Por Fernanda Trigueiro

Redação Publicado em 10/12/2021, às 00h00 - Atualizado às 07h41
Por Fernanda Trigueiro
Esses dias pedi um carro de aplicativo. Quando entrei e vi que era uma mulher quem dirigia confesso que gostei. Eu e ela começamos a conversar e contei que senti um alívio estranho ao vê-la. A profissional relatou não era a primeira vez que ela ouvia isso de uma passageira.
Eu sou do tipo que entro no carro e vou o trajeto todo conversando com o motorista. Sempre me despeço sabendo da vida toda da pessoa. Mas ao fazer a corrida com uma mulher na direção, a sensação foi diferente. Quero deixar claro que já encontrei muitos homens que prestaram um serviço excelente e me transmitiram segurança. Por isso, me questionei e até me senti culpada por preferir estar sendo atendida por uma mulher assim como eu.
Meu relato pode parecer sem pé nem cabeça, mas diz muito sobre a nossa sociedade. Um homem quando sai de casa não pensa na roupa que vai usar. A mulher precisa escolher. Inclusive, porque dependendo da reação de quem a encontra por aí, a culpa será dela. Quem mandou usar decote ou saia curta? Homens quando entram no ônibus, trem ou metrô costumam ter apenas uma preocupação: onde vão sentar. Mulheres se sentem ameaçadas e com medo. E não é à toa, a Pesquisa Nacional da Saúde, divulgada este ano pelo IBGE, concluiu que 79,7% das brasileiras já foram vítimas de algum tipo de violência sexual. Crimes que acontecem no transporte público, na rua, no trabalho e até mesmo em casa.
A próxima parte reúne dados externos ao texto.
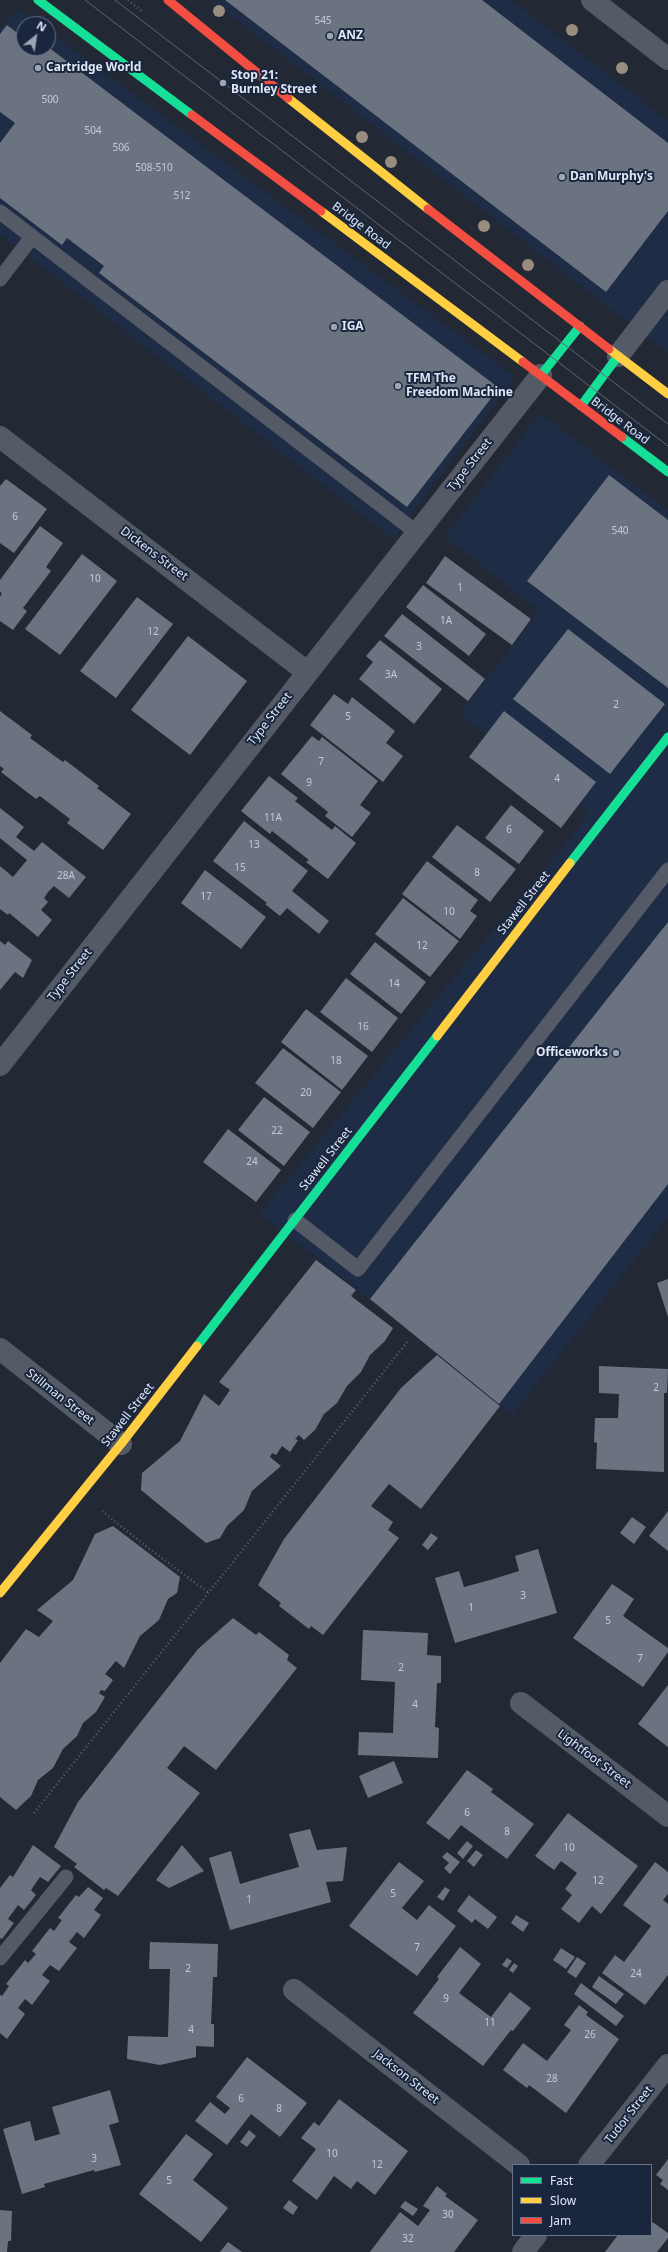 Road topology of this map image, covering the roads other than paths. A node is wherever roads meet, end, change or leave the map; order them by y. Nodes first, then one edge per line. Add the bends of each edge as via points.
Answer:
1 (38, 0) edge
2 (168, 0) edge
3 (592, 0) edge
4 (668, 59) edge
5 (0, 212) edge
6 (32, 237) junction
7 (0, 279) edge
8 (668, 291) edge
9 (580, 326) junction
10 (618, 356) junction
11 (541, 375) junction
12 (668, 394) edge
13 (581, 406) junction
14 (0, 437) edge
15 (668, 472) edge
16 (416, 532) junction
17 (307, 672) junction
18 (668, 736) edge
19 (668, 870) edge
20 (0, 1065) edge
21 (295, 1220) junction
22 (0, 1349) edge
23 (121, 1444) junction
24 (0, 1593) edge
25 (521, 1703) dead end
26 (668, 1816) edge
27 (66, 1877) dead end
28 (0, 1958) edge
29 (294, 1990) dead end
30 (668, 2065) edge
31 (518, 2164) edge
32 (590, 2164) edge
33 (535, 2236) edge
34 (523, 2252) edge

1 - 11 main road, Bridge Road
2 - 9 main road via 342,142
3 - 4 street
5 - 6 lane
6 - 7 lane
6 - 16 lane
8 - 10 street
9 - 10 main road
9 - 11 main road
10 - 12 main road
10 - 13 main road
11 - 13 main road, Bridge Road
11 - 16 street, Type Street
13 - 15 main road, Bridge Road
14 - 17 street, Dickens Street
16 - 17 street, Type Street
17 - 20 street, Type Street
18 - 21 main road, Stawell Street
19 - 21 lane via 358,1269
21 - 23 main road, Stawell Street
22 - 23 street, Stillman Street
23 - 24 main road, Stawell Street
25 - 26 street, Lightfoot Street
27 - 28 lane
29 - 31 street, Jackson Street
30 - 32 street, Tudor Street
33 - 34 street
Todas nós vivemos em estado de atenção não importa onde estamos. A motorista Regiane depois confessou que ela também tinha ficado aliviada quando chegou na minha casa e viu que pelo menos naquela hora não levaria um homem. Ela ainda relatou que sempre gostou de dirigir e que quando decidiu virar motorista profissional ouviu muitas críticas. Na verdade, as críticas vieram de pessoas que gostam e se preocupam com ela. Gente que teve medo só de imaginar que ela por ser “ela” e não “ele” iria encarar sozinha o trânsito e a violência da capital.
Viver em alerta é desgastante e nós, mulheres, sempre estamos em teste. Teste de sobrevivência e também de paciência. Imagina ter que provar a todo momento que é realmente capaz? Imagina todo dia tentar se blindar dos perigos? Ter que olhar para o lado, para trás e desconfiar de tudo e de todos? É exaustivo, reafirmo.
Mulheres são a maioria, 52% da população, mas ainda são tratadas como se fossem menos. Até quando não sabemos. Já passou da hora de não normalizarmos a cultura do machismo e da violência. As mulheres sabem o papel delas neste mundo. Agora cabe a eles fazerem o mesmo. Esquecer o papo de “sexo frágil” e tratar cada uma delas como merece: com igualdade e respeito.